# [Exercise goal]
Search the data below for lines that include the word "function" and state how many there are, nothing else.

··········

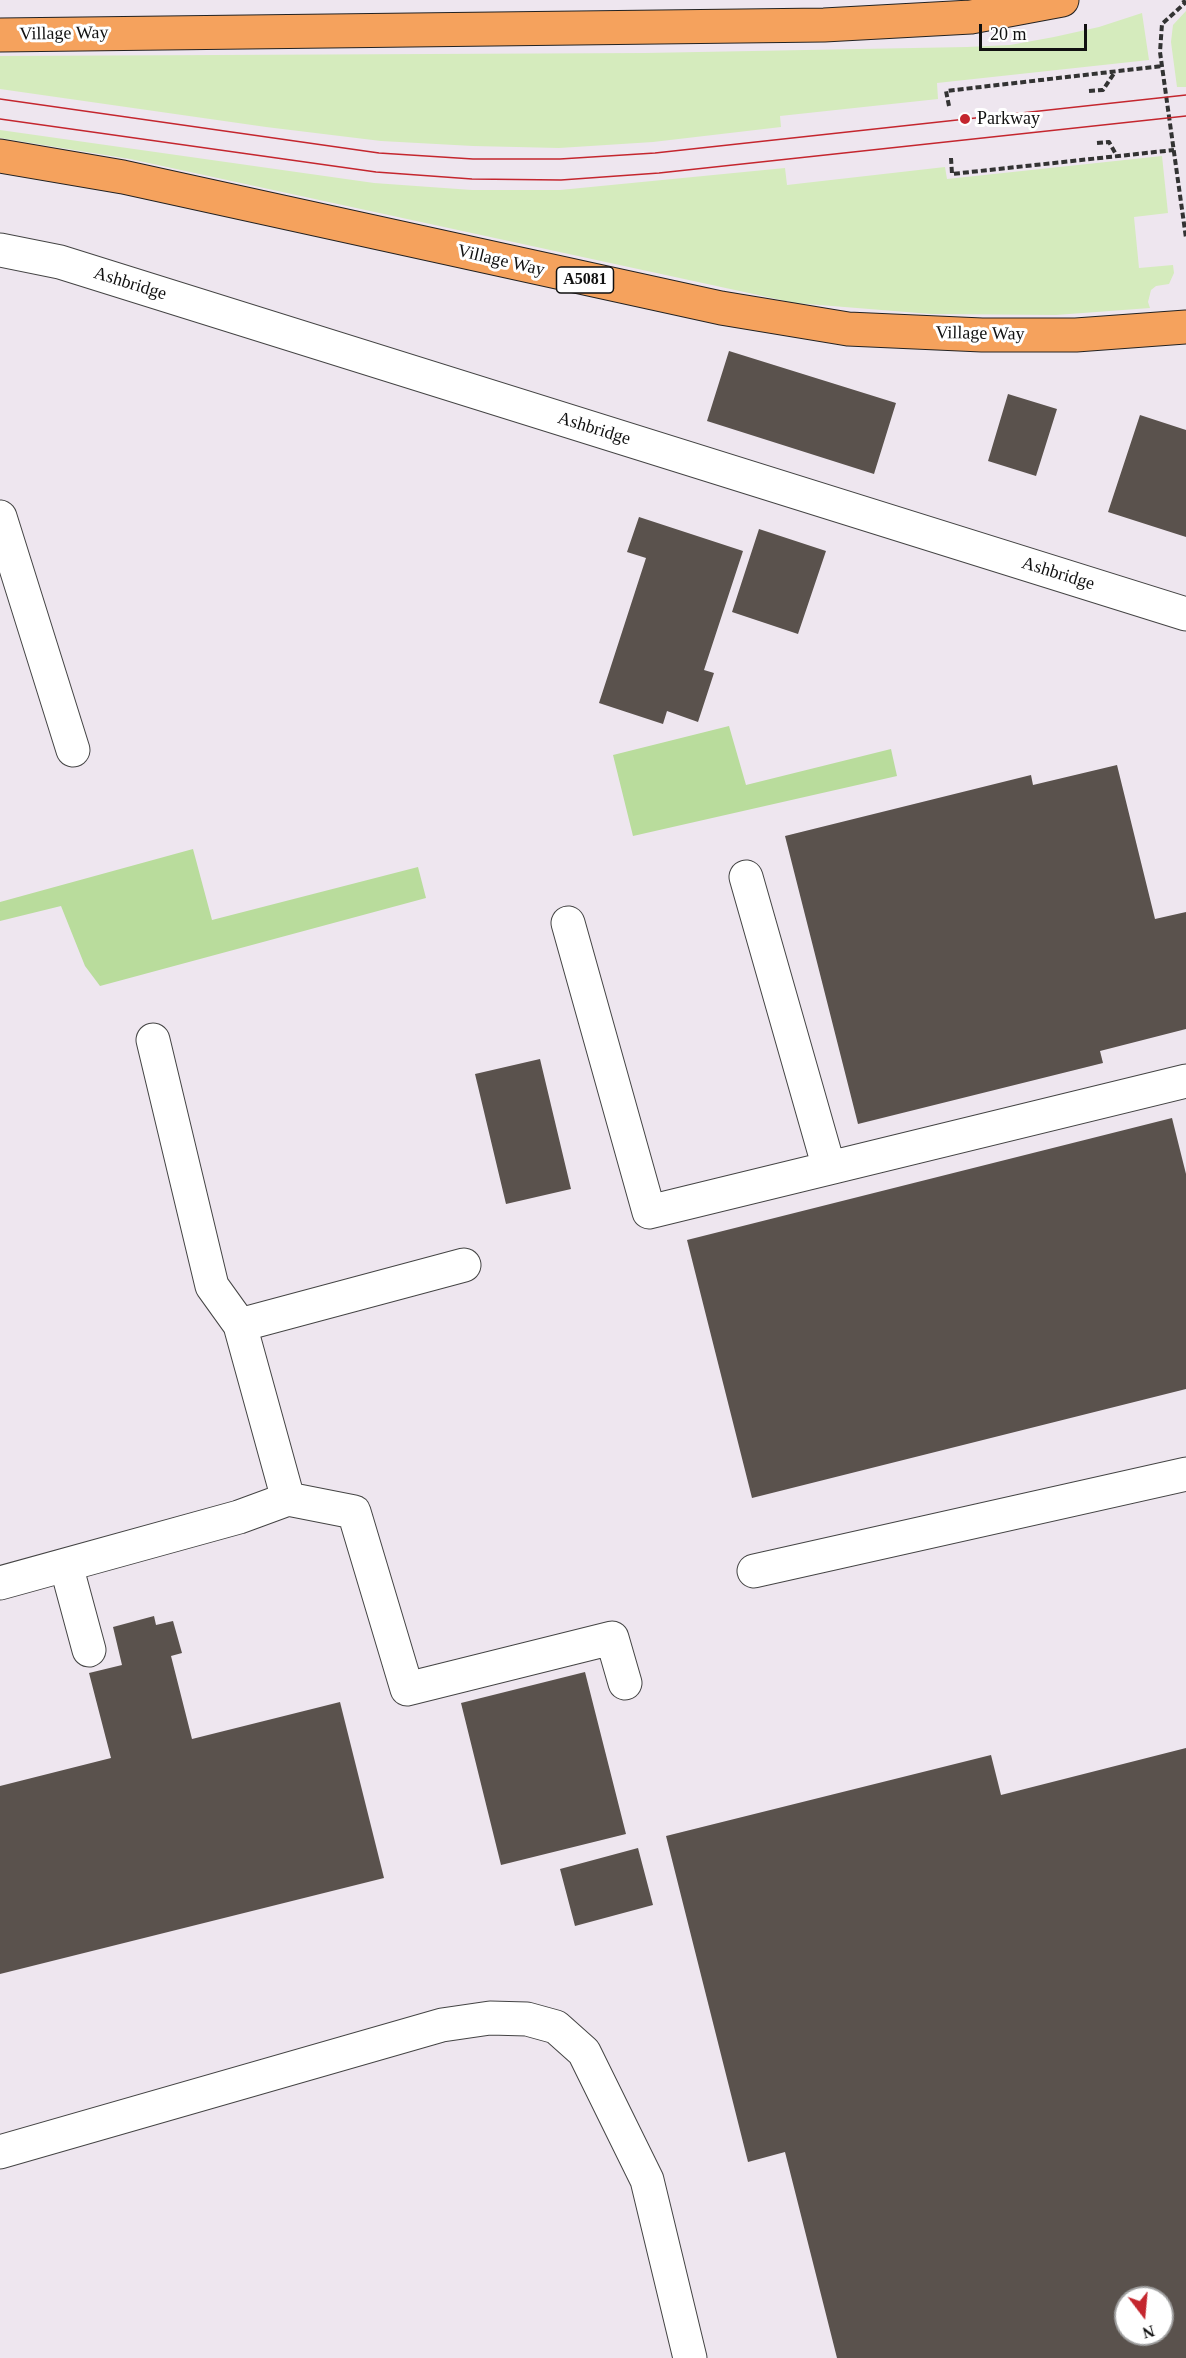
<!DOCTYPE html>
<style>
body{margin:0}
#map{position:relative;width:1186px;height:2358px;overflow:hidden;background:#fffdf5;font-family:"Times New Roman",serif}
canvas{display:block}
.north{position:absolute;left:1114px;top:2286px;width:60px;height:60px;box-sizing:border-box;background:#fff;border:2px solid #a0a0a0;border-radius:50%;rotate:164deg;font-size:16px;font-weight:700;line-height:24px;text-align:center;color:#111}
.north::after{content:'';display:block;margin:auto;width:21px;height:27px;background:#c4262e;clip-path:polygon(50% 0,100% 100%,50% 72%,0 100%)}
.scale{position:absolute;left:979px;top:24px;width:108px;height:27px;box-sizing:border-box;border:3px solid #111;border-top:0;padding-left:8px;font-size:18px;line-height:21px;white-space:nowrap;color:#111;-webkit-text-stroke:4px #fff;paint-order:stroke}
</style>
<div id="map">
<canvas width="1186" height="2358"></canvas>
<div class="north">N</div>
<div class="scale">20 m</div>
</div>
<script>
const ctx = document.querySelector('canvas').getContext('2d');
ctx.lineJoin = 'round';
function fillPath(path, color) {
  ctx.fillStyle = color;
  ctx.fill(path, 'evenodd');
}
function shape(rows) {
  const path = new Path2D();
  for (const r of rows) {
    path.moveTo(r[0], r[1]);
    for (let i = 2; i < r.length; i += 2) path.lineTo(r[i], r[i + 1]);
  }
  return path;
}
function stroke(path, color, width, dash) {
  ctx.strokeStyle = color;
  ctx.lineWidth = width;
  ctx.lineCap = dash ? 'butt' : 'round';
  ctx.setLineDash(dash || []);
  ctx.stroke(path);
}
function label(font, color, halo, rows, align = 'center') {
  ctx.font = font + ' "Times New Roman",serif';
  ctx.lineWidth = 6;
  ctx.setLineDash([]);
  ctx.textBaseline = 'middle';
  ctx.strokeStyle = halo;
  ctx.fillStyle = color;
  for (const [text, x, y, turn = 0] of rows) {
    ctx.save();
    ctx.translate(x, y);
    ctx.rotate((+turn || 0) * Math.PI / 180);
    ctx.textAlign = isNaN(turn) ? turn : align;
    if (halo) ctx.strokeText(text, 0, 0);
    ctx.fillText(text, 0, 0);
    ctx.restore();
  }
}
const industrial = shape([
 [0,0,1186,0,1186,2358,0,2358],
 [1126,2298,1162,2298,1162,2334,1126,2334]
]);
const green = shape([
 [1186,11,1186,87,1177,87,1171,42,1173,25],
 [1142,13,1149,60,937,83,938,99,780,116,781,127,653,142,559,148,473,146,381,141,266,127,0,89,0,56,645,53,967,47,1010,45,1054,37,1099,27],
 [0,130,374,183,472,190,560,190,785,168,787,185,945,167,947,179,1162,156,1168,213,1134,217,1139,268,1173,265,1174,273,1169,284,1156,286,1151,290,1148,302,1150,308,1056,315,931,314,795,303,130,159,0,138]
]);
const forest = shape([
 [729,726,746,785,891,749,897,776,633,836,613,755],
 [193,849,212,920,418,867,426,898,100,986,85,966,61,906,0,921,0,902]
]);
const building = shape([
 [729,351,896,403,874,474,707,421],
 [1008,394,1057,409,1036,476,988,461],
 [1140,415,1186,430,1186,537,1108,512],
 [639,517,743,551,704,670,714,673,698,722,667,711,663,724,599,703,646,558,627,552],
 [759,529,826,551,798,634,732,612],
 [1117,765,1155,919,1186,912,1186,1029,1100,1051,1103,1063,858,1124,785,836,1031,775,1033,785],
 [540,1059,571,1189,506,1204,475,1074],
 [1172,1118,1186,1174,1186,1389,752,1498,687,1240],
 [154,1616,156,1625,173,1621,182,1653,171,1656,192,1739,340,1702,384,1878,0,1974,0,1786,111,1758,89,1673,122,1665,113,1627],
 [585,1672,626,1834,501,1865,461,1703],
 [1186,1748,1186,2358,837,2358,785,2152,748,2162,666,1836,991,1755,1001,1795],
 [1126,2298,1162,2298,1162,2334,1126,2334],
 [638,1848,653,1905,575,1926,560,1869]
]);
const path = shape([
 [1183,0,1185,3,1162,24,1160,52,1186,238],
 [1089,91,1103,90,1115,72],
 [949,106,946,91,1162,66],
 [1097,143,1109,142,1117,156],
 [951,158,952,174,1174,150]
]);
const minor = shape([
 [0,250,60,262,1186,614],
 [0,517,73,750],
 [746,877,829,1168],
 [568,923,649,1212,1186,1081],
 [153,1040,212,1286,240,1325],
 [288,1499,354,1512,407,1689,612,1638,625,1683],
 [66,1565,89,1650],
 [754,1571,1186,1474],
 [0,1583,239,1517,288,1499,240,1325,464,1265],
 [0,2152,442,2025,490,2018,527,2019,556,2027,584,2052,647,2180,690,2358]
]);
const highway = shape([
 [0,35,824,25,971,17,1062,0],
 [0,156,123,177,721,308,848,329,982,335,1076,335,1186,327]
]);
const tram = shape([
 [0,99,379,153,473,159,560,159,655,153,1186,95],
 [0,119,376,172,472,179,561,180,659,173,1186,116]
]);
const markers = [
 [965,119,6,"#c4262e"]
];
const shields = [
 [585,280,57]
];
const shieldNames = [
 ["A5081",585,280]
];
const streetNames = [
 ["Village Way",64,34,-1],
 ["Village Way",501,261,13],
 ["Ashbridge",130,284,17],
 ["Village Way",980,334,1],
 ["Ashbridge",594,429,17],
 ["Ashbridge",1058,574,17]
];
const poiNames = [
 ["Parkway",977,119]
];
fillPath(industrial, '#eee6ef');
fillPath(green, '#d5ebbd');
fillPath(forest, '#b9dc9c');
fillPath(building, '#5a524d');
stroke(minor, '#444', 35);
stroke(highway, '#222', 35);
stroke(path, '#333', 4, [6, 3]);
stroke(minor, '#fff', 33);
stroke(highway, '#f5a25d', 33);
stroke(tram, '#c4262e', 1.5);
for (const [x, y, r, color] of markers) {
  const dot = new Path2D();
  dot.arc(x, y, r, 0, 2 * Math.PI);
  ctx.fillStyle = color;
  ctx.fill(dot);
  stroke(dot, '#fff', 2);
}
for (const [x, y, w] of shields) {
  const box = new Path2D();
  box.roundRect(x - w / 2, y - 13, w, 26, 4.5);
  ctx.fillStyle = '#fff';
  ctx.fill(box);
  stroke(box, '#111', 1.5);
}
label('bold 16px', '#111', null, shieldNames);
label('18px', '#111', '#fff', streetNames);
label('18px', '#111', '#fff', poiNames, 'left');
</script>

··········

# [Task result]
4